As they understood it, service was the duty of those who were servants
and slaves, and showing love towards one's fellowmen was the weakling's
way.
Come to think of it, humankind's thinking hasn't changed despite the
thousand years since Jesus died on the cross. To this day, service and
love are still considered the weakling's way of going about his
business.
Even nations, wanting to show how powerful they have become, won't give
an inch to anybody who in their perception may have equaled their power
and might. They prefer to wage war and cause widespread destruction.

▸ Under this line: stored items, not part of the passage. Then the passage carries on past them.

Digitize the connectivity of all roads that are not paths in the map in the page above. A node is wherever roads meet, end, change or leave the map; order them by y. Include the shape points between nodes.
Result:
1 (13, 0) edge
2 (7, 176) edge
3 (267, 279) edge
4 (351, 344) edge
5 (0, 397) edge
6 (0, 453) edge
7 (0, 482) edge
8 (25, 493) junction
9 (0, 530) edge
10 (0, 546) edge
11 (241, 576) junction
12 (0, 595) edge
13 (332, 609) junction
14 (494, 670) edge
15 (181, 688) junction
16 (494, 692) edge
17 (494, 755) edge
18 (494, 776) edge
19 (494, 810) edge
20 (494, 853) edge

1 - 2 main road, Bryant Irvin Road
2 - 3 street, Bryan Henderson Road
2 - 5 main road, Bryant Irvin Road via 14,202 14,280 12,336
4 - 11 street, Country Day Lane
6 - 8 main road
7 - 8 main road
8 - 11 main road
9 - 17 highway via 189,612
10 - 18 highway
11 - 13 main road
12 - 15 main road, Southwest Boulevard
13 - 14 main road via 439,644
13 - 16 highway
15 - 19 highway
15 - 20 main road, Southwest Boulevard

The only effect wars have had on communities and nations is total
devastation. No one wins a war. Yet history repeats itself, again and
again. We never learn its lesson.
Where is love? Where is service? Are the people of this world
interested in love and service? Or do we want power and control? When
will we learn that power and control when not used properly will
eventually destroy humankind?
April 3, 2006
Monday 5th week of Lent - Yr II
DANIEL 13:41C-62
The assembly condemned Susanna to death. But Susanna cried aloud: "O
eternal God, you know what is hidden and are aware of all things before
they come to be: you know that they have testified falsely against me.
Here I am about to die, though I have done none of the things with
which these wicked men have charged me." The Lord heard her prayer. As
she was being led to execution, God stirred up the holy spirit of a
young boy named Daniel, and he cried aloud: "I will have no part in the
death of this woman." All the people turned and asked him, "What is
this you are saying?" He stood in their midst and continued, "Are you
such fools, O children of Israel! To condemn a woman of Israel without
examination and without clear evidence? Return to court, for they have
testified falsely against her." Then all the people returned in haste.

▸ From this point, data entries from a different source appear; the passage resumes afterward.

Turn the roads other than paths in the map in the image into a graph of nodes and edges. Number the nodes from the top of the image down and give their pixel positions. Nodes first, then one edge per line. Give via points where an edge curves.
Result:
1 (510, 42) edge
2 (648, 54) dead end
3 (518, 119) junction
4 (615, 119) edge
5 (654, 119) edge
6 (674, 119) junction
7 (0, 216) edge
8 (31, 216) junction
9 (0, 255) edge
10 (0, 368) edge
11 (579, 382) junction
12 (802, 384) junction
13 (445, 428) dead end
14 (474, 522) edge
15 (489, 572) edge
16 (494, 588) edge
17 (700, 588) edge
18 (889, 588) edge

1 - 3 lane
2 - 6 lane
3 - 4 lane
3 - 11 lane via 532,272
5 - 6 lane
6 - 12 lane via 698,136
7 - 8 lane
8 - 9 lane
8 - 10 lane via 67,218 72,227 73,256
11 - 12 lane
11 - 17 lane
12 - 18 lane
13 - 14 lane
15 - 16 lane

To Daniel the elders said, "Come, sit with us and inform us, since God
has given you the prestige of old age." But he replied, "Separate these
two far from each other that I may examine them." After they were
separated one from the other, he called one of them and said: "How you
have grown evil with age! Now have your past sins come to term: passing
unjust sentences, condemning the innocent, and freeing the guilty,
although the Lord says, 'The innocent and the just you shall not put to
death.' Now, then, if you were a witness, tell me under what tree you
saw them together." "Under a mastic tree," he answered. Daniel replied,
"Your fine lie has cost you your head, for the angel of God shall
receive the sentence from him and split you in two." Putting him to one
side, he ordered the other one to be brought. Daniel said to him,
"Offspring of Canaan, not of Judah, beauty has seduced you, lust has
subverted your conscience. This is how you acted with the daughters of
Israel, and in their fear they yielded to you; but a daughter of Judah
did not tolerate your wickedness. Now, then, tell me under what tree
you surprised them together." "Under an oak," he said. Daniel replied,
"Your fine lie has cost you also your head," for the angel of God waits
with a sword to cut you in two so as to make an end of you both." The
whole assembly cried aloud, blessing God who saves those who hope in
him. They rose up against the two elders, for by their own words Daniel
had convicted them of perjury. According to the law of Moses, they
inflicted on them the penalty they had plotted to impose on their
neighbor: they put them to death. Thus was innocent blood spared that
day.
JOHN 8:1-11
Jesus went to the Mount of Olives. But early in the morning he arrived
again in the temple area, and all the people started coming to him, and
he sat down and taught them. Then the scribes and the Pharisees brought
a woman who had been caught in adultery and made her stand in the
middle. They said to him, "Teacher, this woman was caught in the very
act of committing adultery. Now in the law, Moses commanded us to stone
such women. So what do you say?" They said this to test him, so that
they could have some charge to bring against him. Jesus bent down and
began to write on the ground with his finger. But when they continued
asking him, he straightened up and said to them, "Let the one among you
who is without sin be the first to throw a stone at her." Again he bent
down and wrote on the ground. And in response, they went away one by
one, beginning with the elders. So he was left alone with the woman
before him. Then Jesus straightened up and said to her, "Woman, where
are they? Has no one condemned you?" She replied, "No one, sir." Then
Jesus said, "Neither do I condemn you. Go, and from now on do not sin
any more."
REFLECTION
The scribes and the Pharisees, looking for a chance to trap Jesus,
thought that they had found a situation that would serve their purpose
perfectly. They thought that they had Jesus caught between the demands
of Mosaic law and the law of the occupying Roman forces. If Jesus
pardoned the woman caught in adultery, how could he claim to be
faithful to the tradition of Moses? On the other hand, if Jesus
advocated stoning her to death, he would be liable to prosecution by
the Romans, who had taken away from the Jews the right to put anyone to
death. There was no way they could lose in this situation.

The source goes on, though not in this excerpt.